THE CURRENT → A FEW MINUTES WITH Issue 935 · November 9, 2022

A Few Minutes with… Tevi Troy

Can Biden navigate a GOP Congress?

A Few Minutes with… Tevi Troy
Photo: AP Images
Tevi Troy is a Washington veteran and best-selling historical scholar. An Orthodox Jew who served in several capacities in the Bush White House before being appointed deputy secretary of the Health and Human Services Department in 2007, Troy has since authored three books about presidential politics, the most recent titled Fight House: Rivalries in the White House, from Truman to Trump. He currently serves as a senior fellow at the Bipartisan Policy Center in Washington.
We spoke with Troy ahead of Tuesday’s midterm elections, asking for his prognosis on what President Joe Biden should do if the results follow the decades-old pattern of the party controlling the White House losing at least one chamber of Congress. It seems to happen about a year or so after a new president is inaugurated in an atmosphere of goodwill; a disappointment takes hold among the public that snowballs into a landslide midterm loss. It’s a pattern that has not been ameliorated by an American politics that has become more and more polarized, with reasonable voices in the center pleading for bipartisanship falling to the wayside.
Our conversation took place last Motzaei Shabbos, when most polls were predicting the Democrats would lose at least the House and showing their grip on the Senate was weakening.

 

How have different presidents dealt with their losses in the midterms, and what lessons could Biden learn if it happens to him?

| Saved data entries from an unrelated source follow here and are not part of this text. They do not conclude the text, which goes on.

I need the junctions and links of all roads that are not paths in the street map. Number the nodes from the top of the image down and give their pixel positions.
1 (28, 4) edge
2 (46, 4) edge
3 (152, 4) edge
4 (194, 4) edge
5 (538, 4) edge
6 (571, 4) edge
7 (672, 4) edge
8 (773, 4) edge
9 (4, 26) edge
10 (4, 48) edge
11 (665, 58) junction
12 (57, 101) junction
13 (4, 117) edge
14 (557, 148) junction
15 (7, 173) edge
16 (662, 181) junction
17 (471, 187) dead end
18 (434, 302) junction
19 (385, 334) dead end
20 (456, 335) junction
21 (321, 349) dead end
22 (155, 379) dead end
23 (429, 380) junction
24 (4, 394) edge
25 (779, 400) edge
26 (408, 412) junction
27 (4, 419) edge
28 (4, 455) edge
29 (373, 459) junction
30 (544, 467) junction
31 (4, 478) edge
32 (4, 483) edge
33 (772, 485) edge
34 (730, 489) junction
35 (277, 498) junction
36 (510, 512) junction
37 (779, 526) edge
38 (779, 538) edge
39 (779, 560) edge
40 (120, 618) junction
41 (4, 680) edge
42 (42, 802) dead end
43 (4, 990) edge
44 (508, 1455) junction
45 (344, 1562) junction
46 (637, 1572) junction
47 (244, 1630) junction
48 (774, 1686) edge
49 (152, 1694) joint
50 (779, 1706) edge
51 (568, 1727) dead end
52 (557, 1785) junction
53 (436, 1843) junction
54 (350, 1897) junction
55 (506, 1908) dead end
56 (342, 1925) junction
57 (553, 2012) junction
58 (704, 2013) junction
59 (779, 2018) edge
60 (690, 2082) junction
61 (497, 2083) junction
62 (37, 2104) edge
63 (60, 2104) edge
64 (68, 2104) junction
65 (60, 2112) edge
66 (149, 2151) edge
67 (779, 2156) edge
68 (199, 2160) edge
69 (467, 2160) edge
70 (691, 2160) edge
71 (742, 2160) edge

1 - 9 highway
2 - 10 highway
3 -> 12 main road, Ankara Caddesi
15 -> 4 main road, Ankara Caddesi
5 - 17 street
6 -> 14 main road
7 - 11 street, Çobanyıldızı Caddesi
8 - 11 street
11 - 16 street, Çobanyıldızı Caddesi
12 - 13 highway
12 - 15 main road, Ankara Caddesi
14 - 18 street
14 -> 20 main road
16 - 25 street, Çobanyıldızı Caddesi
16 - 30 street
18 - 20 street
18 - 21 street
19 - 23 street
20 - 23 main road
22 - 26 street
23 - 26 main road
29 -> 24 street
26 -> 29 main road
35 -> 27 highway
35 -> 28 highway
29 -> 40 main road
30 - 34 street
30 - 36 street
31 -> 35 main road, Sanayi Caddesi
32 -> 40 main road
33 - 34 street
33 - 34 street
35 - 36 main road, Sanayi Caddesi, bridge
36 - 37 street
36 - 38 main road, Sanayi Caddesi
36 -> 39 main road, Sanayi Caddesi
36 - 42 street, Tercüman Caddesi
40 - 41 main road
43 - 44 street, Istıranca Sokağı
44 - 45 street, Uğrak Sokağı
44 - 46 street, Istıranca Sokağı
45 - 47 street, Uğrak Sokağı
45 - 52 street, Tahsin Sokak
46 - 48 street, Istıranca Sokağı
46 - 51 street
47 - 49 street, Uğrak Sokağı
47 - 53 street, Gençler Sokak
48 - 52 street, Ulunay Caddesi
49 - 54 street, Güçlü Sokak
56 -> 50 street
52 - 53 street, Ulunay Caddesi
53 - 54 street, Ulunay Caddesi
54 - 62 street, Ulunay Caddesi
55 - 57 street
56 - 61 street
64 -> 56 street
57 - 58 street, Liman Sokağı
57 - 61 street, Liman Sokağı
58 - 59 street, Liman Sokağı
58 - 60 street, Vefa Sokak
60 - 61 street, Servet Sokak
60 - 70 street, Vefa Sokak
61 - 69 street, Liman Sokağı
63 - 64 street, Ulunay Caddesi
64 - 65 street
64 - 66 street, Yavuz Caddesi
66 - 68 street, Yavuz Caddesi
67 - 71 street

The first thing you look to is a post-election statement by the president in the immediate aftermath of the midterm defeat. We saw this with Clinton and Bush, Obama and Trump. We now have four straight presidents who have lost at least one house of Congress during their term. And that post-midterm statement is an important signal for how the president is going to handle the defeat.

We just saw news, actually, on Friday, right before Shabbat, that Biden’s team is suggesting they may not even make that statement, which I think is in itself a sign of weakness. The speculation in the articles I’ve seen about why [Biden] might not do it is because they think he might make a mistake and might say something wrong. So there are a variety of reasons for their approach. But I think that signal is really important for setting the tone for how the president is going to deal with the new Congress.

 

Bill Clinton was elected on wave of hope in 1992, but his grand plans ran aground on the GOP sweep in the 1994 midterms. How did he handle it?

Clinton accepted responsibility in his statement right afterward. And we saw in his behavior that he changed how he approached things. He had a very left-wing orientation for two years, and he changed tack in the next two years and moved back a little bit toward the center. And he called it “triangulating.” He brought in Dick Morris, a more conservative advisor who clashed with the liberal advisors [on] policy, and he was successfully reelected in 1996.

 

George W. Bush was the last GOP president to receive a majority of the popular vote in 2004, and his party improved its position in both houses of Congress, but those gains were reversed in the 2006 midterms. What did Bush do in response?

Bush also had a somewhat gracious approach to this. He called the election defeat “a thumping,” but he also said that he recognized that there’s a time for campaigning and a time for governing. And he reached out a hand to the Democrats. He also made changes. He got rid of Donald Rumsfeld, the defense secretary, who some people said he should have gotten rid of before the election, but just waited until after the election. So that is one approach.